For some unknown reason, God has made me this way -- with a heart that breaks easily, with a mind that won't stop thinking, and with a soul that is often discontent.  I've met lots of people who are not at all like me.  People who always see the bright side, who come and go with no strings attached, who weather life's storms and come out on the other side without a scratch.  Sometimes I envy these people, I really do. 

And then I've met people who have truly experienced life and know what suffering means.  There's something about a person who has truly experienced suffering.  You can see it in their eyes -- when you look deep enough and long enough.  It is a level of understanding that is almost impossible to describe -- but you know it when you see it.  These are the people I am drawn to, because they don't try to explain life away with easy answers and bumper-sticker phrases. They know better. 


I'm convinced that the most important spiritual insights don't come from reading a great book.  They don't come from listening to stirring sermons.  No, truly deep spiritual insights come from experience -- and usually at great cost.

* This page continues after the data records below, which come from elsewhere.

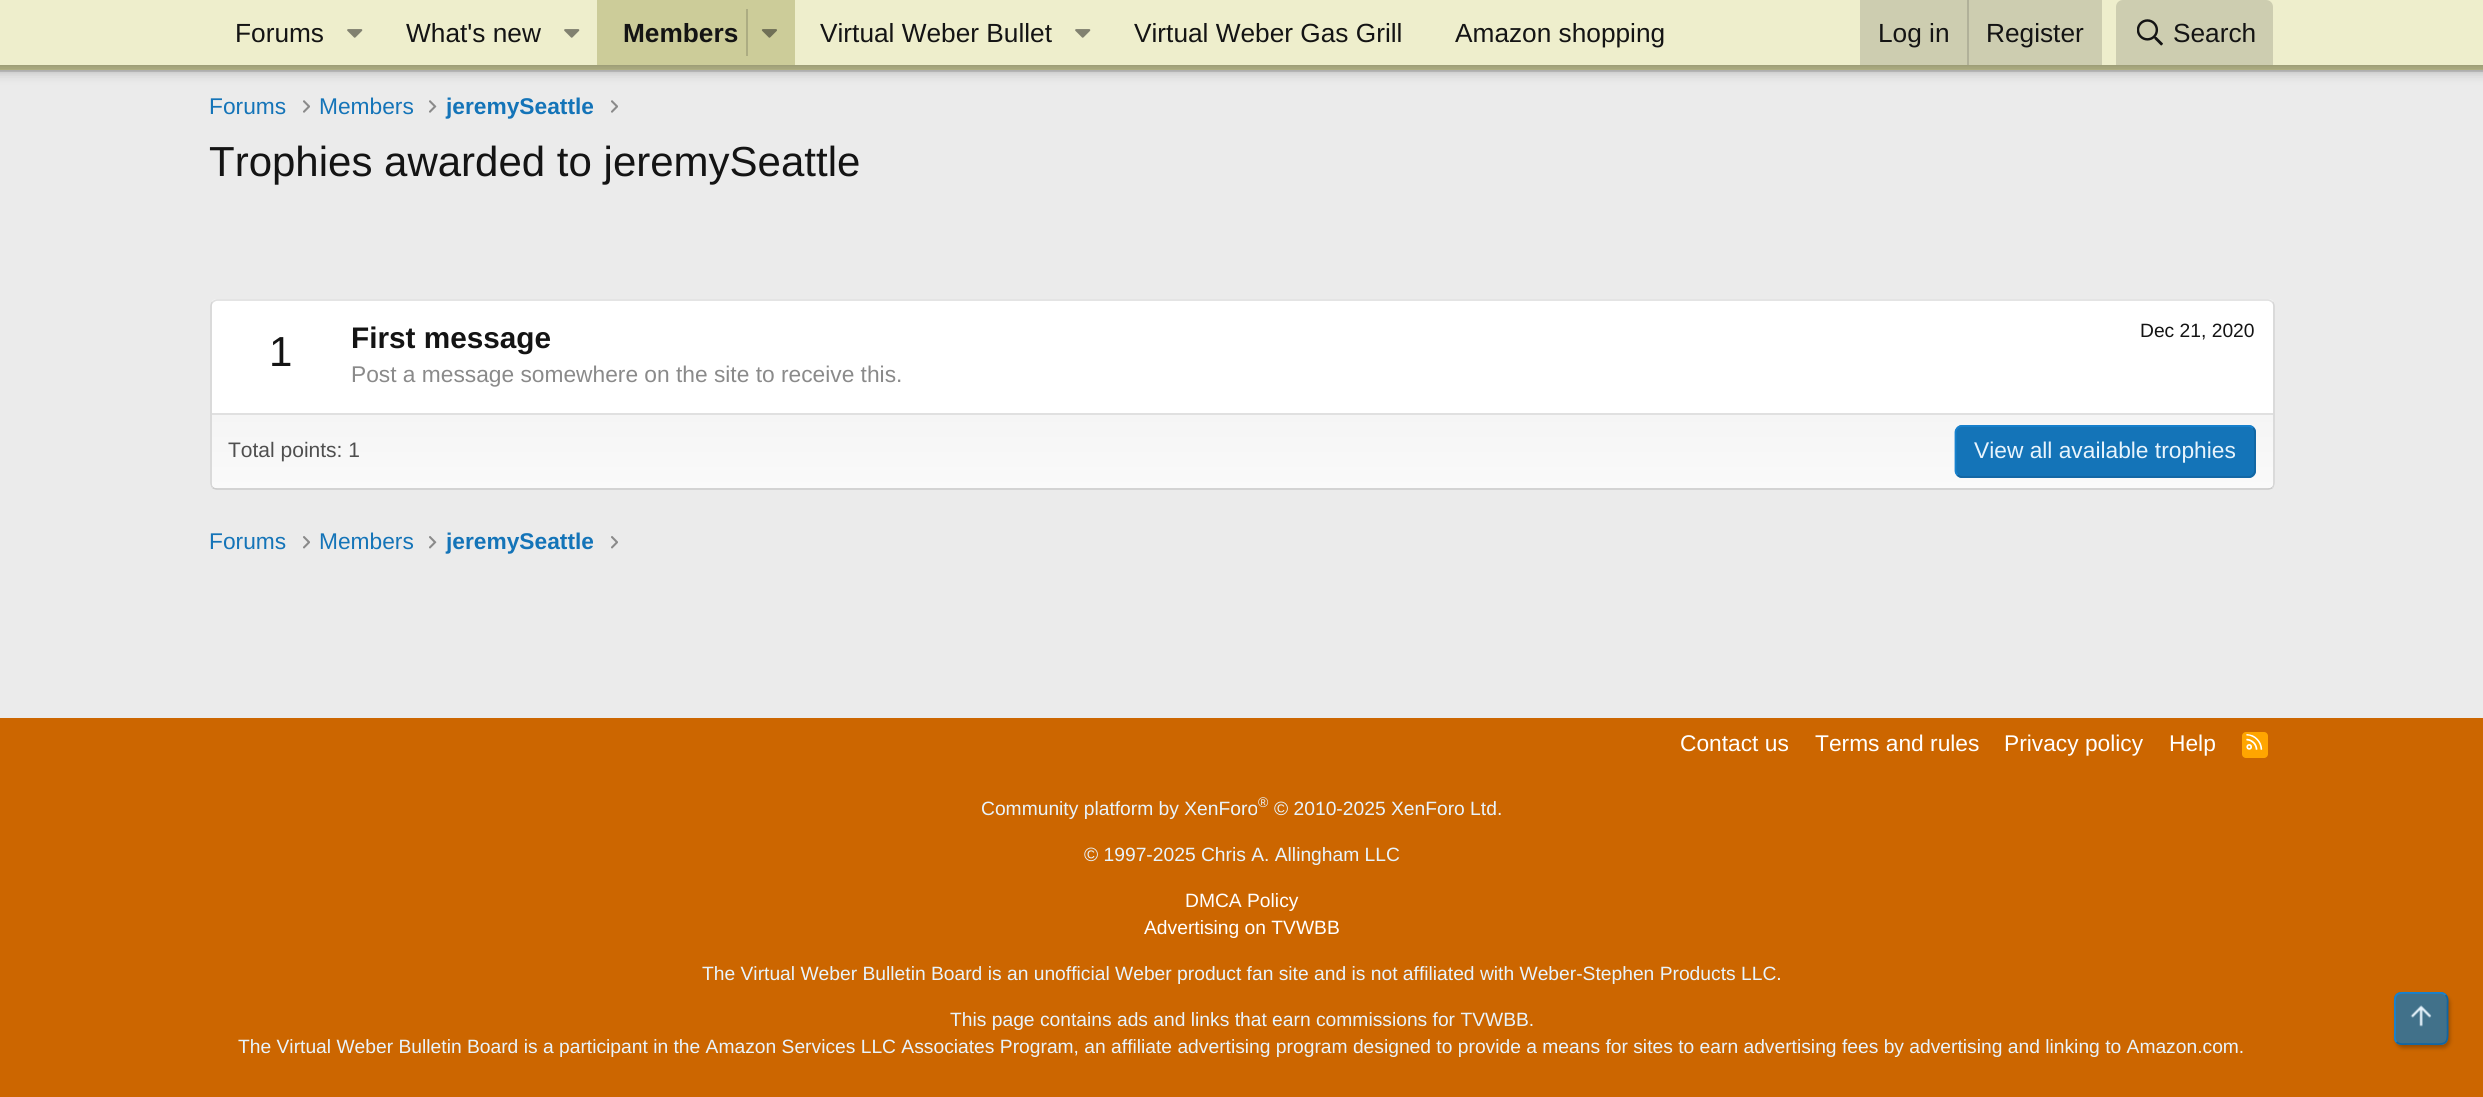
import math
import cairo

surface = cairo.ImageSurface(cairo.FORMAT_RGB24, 2483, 1097)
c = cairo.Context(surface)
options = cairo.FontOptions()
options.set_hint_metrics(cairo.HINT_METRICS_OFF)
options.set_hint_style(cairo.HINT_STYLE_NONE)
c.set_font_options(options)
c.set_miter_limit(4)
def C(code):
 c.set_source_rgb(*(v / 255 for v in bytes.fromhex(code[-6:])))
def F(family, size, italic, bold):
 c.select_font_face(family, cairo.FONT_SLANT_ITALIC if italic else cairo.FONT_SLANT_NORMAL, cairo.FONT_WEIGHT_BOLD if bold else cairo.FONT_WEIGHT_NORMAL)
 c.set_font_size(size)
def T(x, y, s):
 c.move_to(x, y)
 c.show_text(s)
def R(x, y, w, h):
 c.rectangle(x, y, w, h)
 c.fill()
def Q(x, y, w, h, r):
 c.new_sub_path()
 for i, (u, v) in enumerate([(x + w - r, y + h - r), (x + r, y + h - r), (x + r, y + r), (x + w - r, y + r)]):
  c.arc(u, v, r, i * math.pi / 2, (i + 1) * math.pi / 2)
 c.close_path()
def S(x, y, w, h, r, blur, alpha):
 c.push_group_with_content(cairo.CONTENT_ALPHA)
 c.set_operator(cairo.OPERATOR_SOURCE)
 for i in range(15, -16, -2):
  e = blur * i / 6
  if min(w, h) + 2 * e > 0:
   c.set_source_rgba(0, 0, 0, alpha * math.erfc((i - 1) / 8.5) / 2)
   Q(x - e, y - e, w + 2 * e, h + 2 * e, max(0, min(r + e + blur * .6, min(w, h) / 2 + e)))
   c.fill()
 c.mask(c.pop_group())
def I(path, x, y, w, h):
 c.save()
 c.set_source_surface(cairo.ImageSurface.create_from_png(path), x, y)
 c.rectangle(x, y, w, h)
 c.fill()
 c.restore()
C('ebebeb')
c.paint()
C('cccc99')
R(0,65,2483,5)
C('cccccc')
R(0,70,2483,2)
C('000000')
S(-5,-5,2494,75,0,7,.3)
C('eeeecc')
R(0,0,2483,65)
F('Liberation Sans',26.25,0,0)
C('141414')
T(235,42,'Forums')
I('1.png',347,29,16,9)
T(406,42,'What\'s new')
I('1.png',564,29,16,9)
C('cccc99')
R(597,0,198,65)
F('Liberation Sans',26.25,0,1)
C('141414')
T(623,42,'Members')
C('acac82')
R(746,9,2,47)
I('2.png',761,29,16,9)
F('Liberation Sans',26.25,0,0)
C('141414')
T(820,42,'Virtual Weber Bullet')
I('1.png',1075,29,16,9)
T(1134,42,'Virtual Weber Gas Grill')
T(1455,42,'Amazon shopping')
C('cdcdb0')
R(1860,0,242,65)
C('141414')
T(1878,42,'Log in')
C('b1b199')
R(1967,0,2,65)
C('141414')
T(1986,42,'Register')
C('cdcdb0')
c.new_path()
c.move_to(2123,0)
c.line_to(2266,0)
c.curve_to(2270,0,2273,3,2273,7)
c.line_to(2273,65)
c.line_to(2116,65)
c.line_to(2116,7)
c.curve_to(2116,3,2119,0,2123,0)
c.close_path()
c.fill()
I('3.png',2137,19,26,27)
C('141414')
T(2173,42,'Search')
F('Liberation Sans',22.75,0,0)
C('1474b8')
T(209,114,'Forums')
I('4.png',303,100,7,13)
T(319,114,'Members')
I('5.png',429,100,8,13)
F('Liberation Sans',22.75,0,1)
T(446,114,'jeremySeattle')
I('4.png',611,100,7,13)
F('Liberation Sans',42,0,0)
C('141414')
T(209,176,'Trophies awarded to jeremySeattle')
C('ffffff')
Q(210,299,2065,191,7)
c.fill()
c.new_path()
c.move_to(212.5,302)
c.curve_to(214,301,215.5,300,217,300)
c.line_to(2268,300)
c.curve_to(2269.5,300,2271,301,2272.5,302)
C('e0e0e0')
c.set_line_width(1.8)
c.stroke()
c.new_path()
c.move_to(2272.5,302)
c.curve_to(2273.5,303,2274,304.5,2274,306)
c.line_to(2274,483)
c.curve_to(2274,484.5,2273.5,486,2272.5,487.5)
C('d6d6d6')
c.stroke()
c.new_path()
c.move_to(2272.5,487.5)
c.curve_to(2271,488.5,2269.5,489,2268,489)
c.line_to(217,489)
c.curve_to(215.5,489,214,488.5,212.5,487.5)
C('cccccc')
c.stroke()
c.new_path()
c.move_to(212.5,487.5)
c.curve_to(211.5,486,211,484.5,211,483)
c.line_to(211,306)
c.curve_to(211,304.5,211.5,303,212.5,302)
C('d6d6d6')
c.stroke()
C('141414')
T(269,366,'1')
F('Liberation Sans',29.75,0,1)
T(351,348,'First message')
F('Liberation Sans',19.25,0,0)
T(2140,337,'Dec 21, 2020')
F('Liberation Sans',22.75,0,0)
C('8a8a8a')
T(351,382,'Post a message somewhere on the site to receive this.')
gradient = cairo.LinearGradient(1243,415,1243,488)
gradient.add_color_stop_rgba(0,0.961,0.961,0.961,1)
gradient.add_color_stop_rgba(1,0.98,0.98,0.98,1)
c.set_source(gradient)
c.new_path()
c.move_to(212,415)
c.line_to(2273,415)
c.line_to(2273,483)
c.curve_to(2273,486,2271,488,2268,488)
c.line_to(217,488)
c.curve_to(214,488,212,486,212,483)
c.close_path()
c.fill()
C('e0e0e0')
R(212,413,2061,2)
F('Liberation Sans',21,0,0)
C('4f4f4f')
T(228,457,'Total points: 1')
C('1474b8')
Q(1955,425,301,53,7)
c.fill()
c.new_path()
c.move_to(2253,428)
c.curve_to(2254,429,2255,430.5,2255,432)
c.line_to(2255,471)
c.curve_to(2255,472.5,2254,474,2253,475)
c.curve_to(2252,476,2250.5,477,2249,477)
c.line_to(1962,477)
c.curve_to(1960,477,1958.5,476,1957.5,475)
C('1265a1')
c.stroke()
c.new_path()
c.move_to(1957.5,475)
c.curve_to(1956.5,474,1955.5,472.5,1955.5,471)
c.line_to(1955.5,432)
c.curve_to(1955.5,430.5,1956.5,429,1957.5,428)
c.curve_to(1958.5,427,1960,426,1962,426)
c.line_to(2249,426)
c.curve_to(2250.5,426,2252,427,2253,428)
C('1782cf')
c.stroke()
F('Liberation Sans',22.75,0,0)
C('e8f4fc')
T(1974,458,'View all available trophies')
C('1474b8')
T(209,549,'Forums')
I('6.png',303,536,7,13)
T(319,549,'Members')
I('7.png',429,536,8,13)
F('Liberation Sans',22.75,0,1)
T(446,549,'jeremySeattle')
I('6.png',611,536,7,13)
C('cc6600')
R(0,718,2483,379)
F('Liberation Sans',22.75,0,0)
C('ffffff')
T(1680,751,'Contact us')
T(1815,751,'Terms and rules')
T(2004,751,'Privacy policy')
T(2169,751,'Help')
C('ffa500')
Q(2242,732,26,26,4)
c.fill()
I('8.png',2246,734,17,16)
F('Liberation Sans',19.25,0,0)
C('e8f4fc')
T(981,815,'Community platform by XenForo')
F('Liberation Sans',14,0,0)
T(1258,807,'®')
F('Liberation Sans',19.25,0,0)
T(1274,815,'© 2010-2025 XenForo Ltd.')
T(1084,861,'© 1997-2025 Chris A. Allingham LLC')
C('ffffff')
T(1185,907,'DMCA Policy')
T(1144,934,'Advertising on TVWBB')
C('e8f4fc')
T(702,980,'The Virtual Weber Bulletin Board is an unofficial Weber product fan site and is not affiliated with Weber-Stephen Products LLC.')
T(950,1026,'This page contains ads and links that earn commissions for TVWBB.')
T(238,1053,'The Virtual Weber Bulletin Board is a participant in the Amazon Services LLC Associates Program, an affiliate advertising program designed to provide a means for sites to earn advertising fees by advertising and linking to Amazon.com.')
c.save()
c.set_fill_rule(cairo.FILL_RULE_EVEN_ODD)
c.new_path()
c.move_to(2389,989)
c.line_to(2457,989)
c.line_to(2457,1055)
c.line_to(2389,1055)
c.close_path()
c.move_to(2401,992)
c.line_to(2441,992)
c.curve_to(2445,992,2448,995,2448,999)
c.line_to(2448,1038)
c.curve_to(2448,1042,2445,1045,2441,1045)
c.line_to(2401,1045)
c.curve_to(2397,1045,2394,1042,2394,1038)
c.line_to(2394,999)
c.curve_to(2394,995,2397,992,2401,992)
c.close_path()
c.clip()
C('000000')
S(2396,996,54,52,7,2,.25)
c.restore()
c.set_source_rgba(0.078,0.455,0.722,0.75)
Q(2394,992,54,53,7)
c.fill()
c.new_path()
c.move_to(2445.5,995)
c.curve_to(2448.5,997.5,2447.5,1002.5,2447.5,1005.5)
c.line_to(2447.5,1018.5)
c.curve_to(2447.5,1048,2451,1044,2421,1044)
c.line_to(2407.5,1044)
c.curve_to(2404.5,1044,2399.5,1045,2396.5,1042)
C('1265a1')
c.stroke()
c.new_path()
c.move_to(2396.5,1042)
c.curve_to(2394,1039.5,2395,1034.5,2395,1031.5)
c.line_to(2395,1018.5)
c.curve_to(2395,989,2391,993,2421,993)
c.line_to(2434.5,993)
c.curve_to(2438,993,2443,992,2445.5,995)
C('1782cf')
c.stroke()
I('9.png',2410,1005,22,22)
surface.write_to_png('o.png')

  •  They come when you are scratching and clawing for survival -- just enough strength to make it through another day.  
  • They come when your world is as black as night and it seems as though the dawn will never come -- never.  
  • They come when you feel trapped in a valley of dust and hopelessness and even when you find the strength to cry out for help, you discover you have no voice, or at least no voice that anyone can understand.  
  • They come when you are surrounded by people, loving and caring people,  and yet you feel completely and utterly alone.  
  • They come when you doubt everything you've ever believed about yourself -- everything -- and you almost feel as though you will disappear completely.  
  • They come when your mind is filled with voices telling you how bad you are, how damaged, inadequate, broken, beyond restoration -- and even when you don't want to listen to them, the tapes keep playing back -- over and over again -- no matter how hard you try to shut them off.

At least, this is when they come to me.  Because this is when God has my full attention.  This is when I realize that I am, in fact, dust.  Everything else is stripped away.  My reputation.  My goals.  My dreams.  My relationships.  My past.  My present.  My future.  A true sense of humility overtakes me.  I have reached the bottom.  There is nothing and no one left.  Except God.


It is in this state that I have come to know and experience freedom for the first time in my life.  Freedom?  Yes, freedom.  Because freedom is knowing that what means the most to you, can never be taken away from you.   

It is in this state when my life verse becomes my life blood:  "Whom have I in heaven but You?  I desire You more than anything on earth.  My health may fail and my spirit may grow weak, but God remains the strength of my heart.  He is mine forever."

He is mine FOREVER.  He is yours FOREVER.  Nothing -- NOTHING -- can separate us from His love.